Tally the lines below that hold the string "dead", and give only the tally.

─── Supplied records

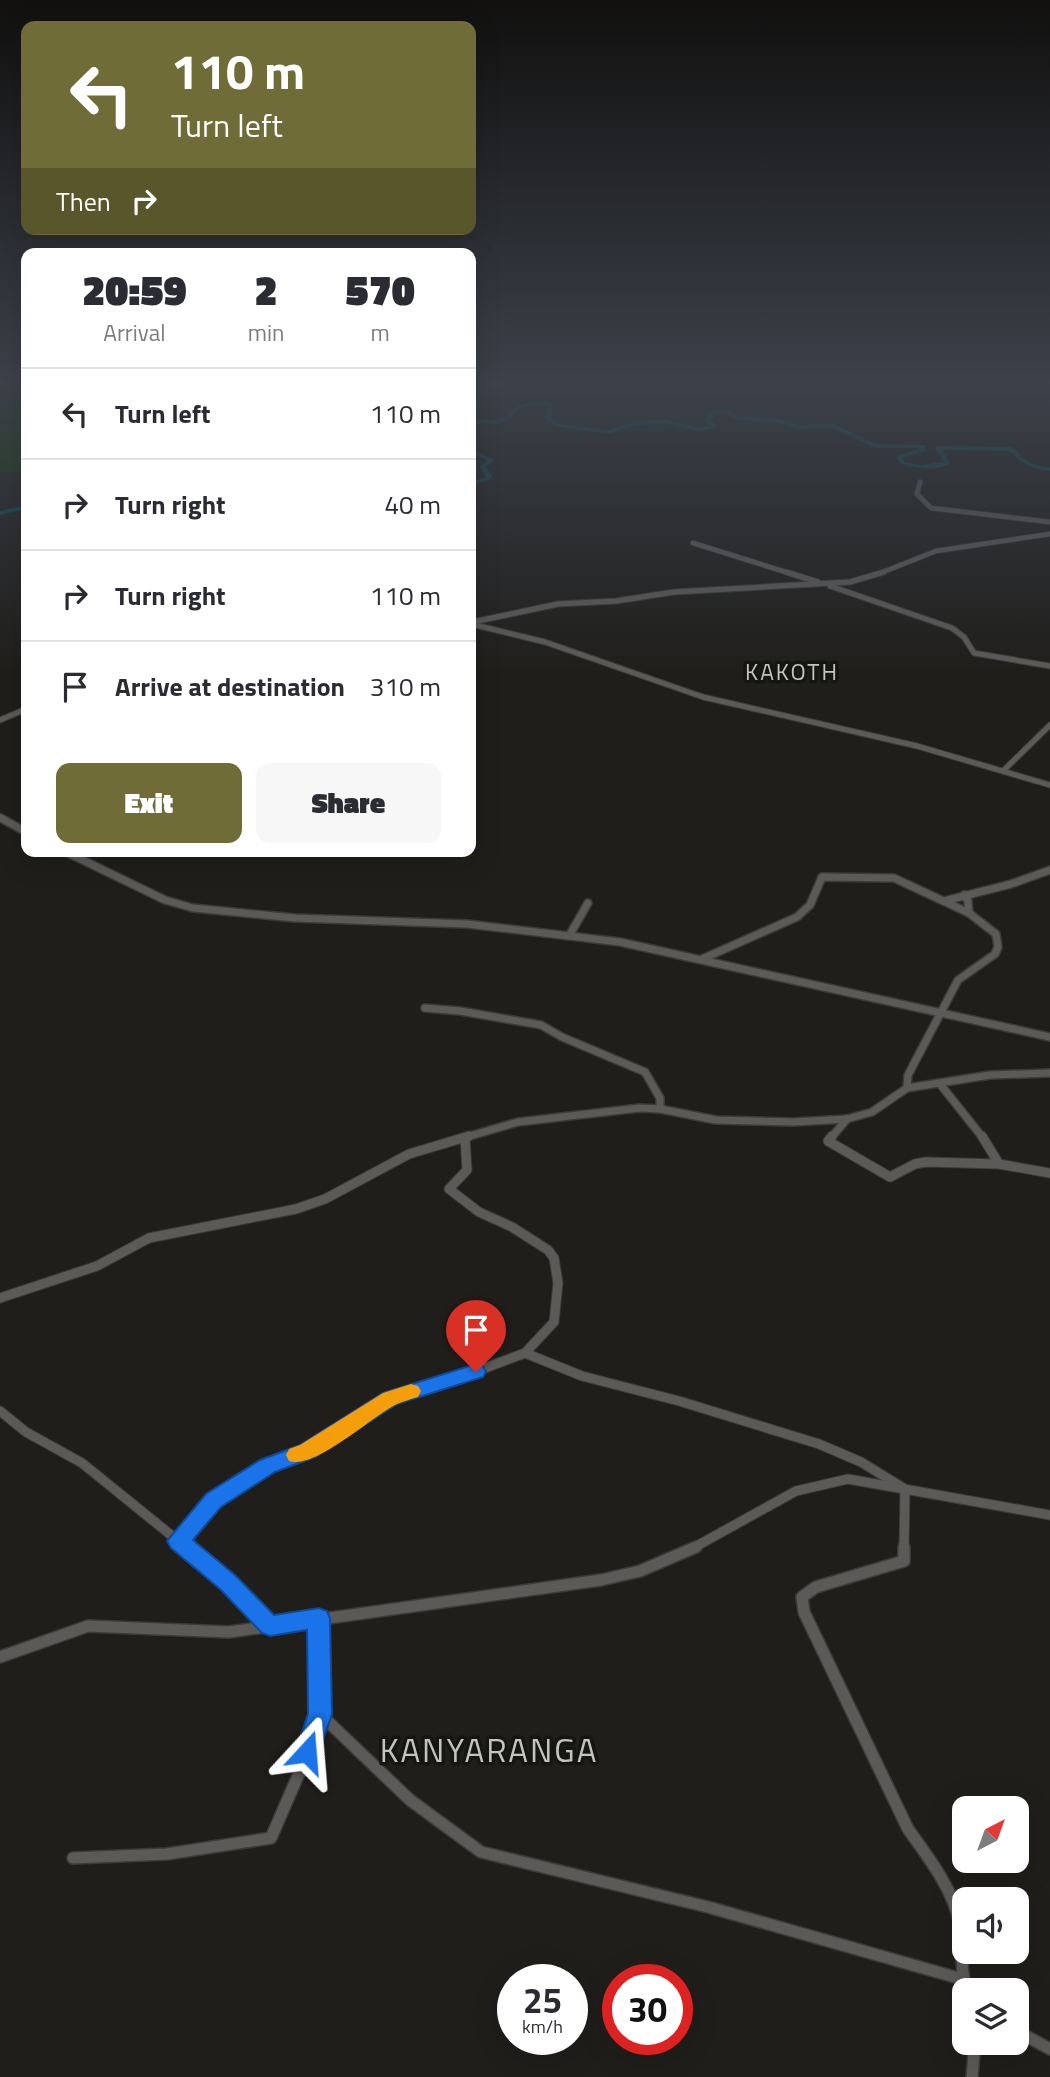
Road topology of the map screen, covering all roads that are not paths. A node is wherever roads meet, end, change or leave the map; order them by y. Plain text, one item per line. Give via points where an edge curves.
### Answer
1 (920, 482) dead end
2 (1050, 522) edge
3 (1050, 534) edge
4 (693, 543) dead end
5 (826, 585) junction
6 (476, 622) edge
7 (476, 624) edge
8 (1050, 666) edge
9 (21, 711) edge
10 (0, 720) edge
11 (1050, 724) edge
12 (1003, 771) junction
13 (1050, 785) edge
14 (0, 818) edge
15 (21, 829) edge
16 (76, 857) edge
17 (1050, 870) edge
18 (964, 895) junction
19 (944, 901) junction
20 (588, 903) dead end
21 (969, 913) junction
22 (569, 936) junction
23 (702, 959) junction
24 (425, 1008) dead end
25 (940, 1013) junction
26 (1050, 1037) edge
27 (1050, 1073) edge
28 (940, 1084) junction
29 (907, 1088) junction
30 (660, 1109) junction
31 (848, 1118) junction
32 (465, 1138) junction
33 (999, 1164) junction
34 (1050, 1173) edge
35 (0, 1298) edge
36 (525, 1353) junction
37 (0, 1411) edge
38 (905, 1489) junction
39 (1050, 1514) edge
40 (178, 1541) junction
41 (319, 1618) junction
42 (270, 1626) junction
43 (0, 1657) edge
44 (320, 1714) junction
45 (73, 1858) dead end
46 (965, 1978) edge
47 (952, 1980) edge
48 (1029, 2038) edge
49 (1050, 2049) edge
50 (974, 2055) edge
51 (972, 2077) edge

1 - 2 street via 917,494 931,508
3 - 5 street via 936,551 876,576
4 - 5 street
5 - 6 street via 674,592 558,604
5 - 8 street via 951,628 974,653
7 - 12 street via 545,642 703,697 917,746
9 - 10 street
11 - 12 street
12 - 13 street
14 - 15 street
16 - 22 street via 165,900 193,908 295,918 467,924
17 - 18 street
18 - 19 street
18 - 21 street
19 - 21 street
19 - 23 street via 894,878 822,877 805,912
20 - 22 street
21 - 25 street via 996,934 998,947 990,960 958,981
22 - 23 street
23 - 25 street
24 - 30 street via 541,1025 645,1072 660,1098
25 - 26 street
25 - 29 street via 908,1075
27 - 28 street via 990,1075
28 - 29 street
28 - 33 street
29 - 31 street via 872,1112
30 - 31 street via 716,1120
30 - 32 street via 518,1122
31 - 33 street via 828,1141 890,1177 926,1162
32 - 35 street via 409,1154 325,1199 296,1209 149,1238 97,1266
32 - 36 street via 467,1170 449,1189 554,1258 558,1283 554,1322
33 - 34 street
36 - 38 street via 582,1376 819,1444
36 - 40 street via 390,1398 307,1451 267,1466 213,1500
37 - 40 street via 26,1432 82,1463
38 - 39 street
38 - 41 street via 848,1479 796,1491 677,1557 601,1580
38 - 46 street via 904,1561 816,1587 802,1597 804,1612 908,1829 930,1858 960,1922
40 - 42 street via 228,1582
41 - 42 street
41 - 44 street
42 - 43 street via 229,1632 89,1626
44 - 45 street via 271,1838 167,1854
44 - 47 street via 410,1800 481,1852 708,1907
48 - 49 street
50 - 51 street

──────

▶ _Output_: 5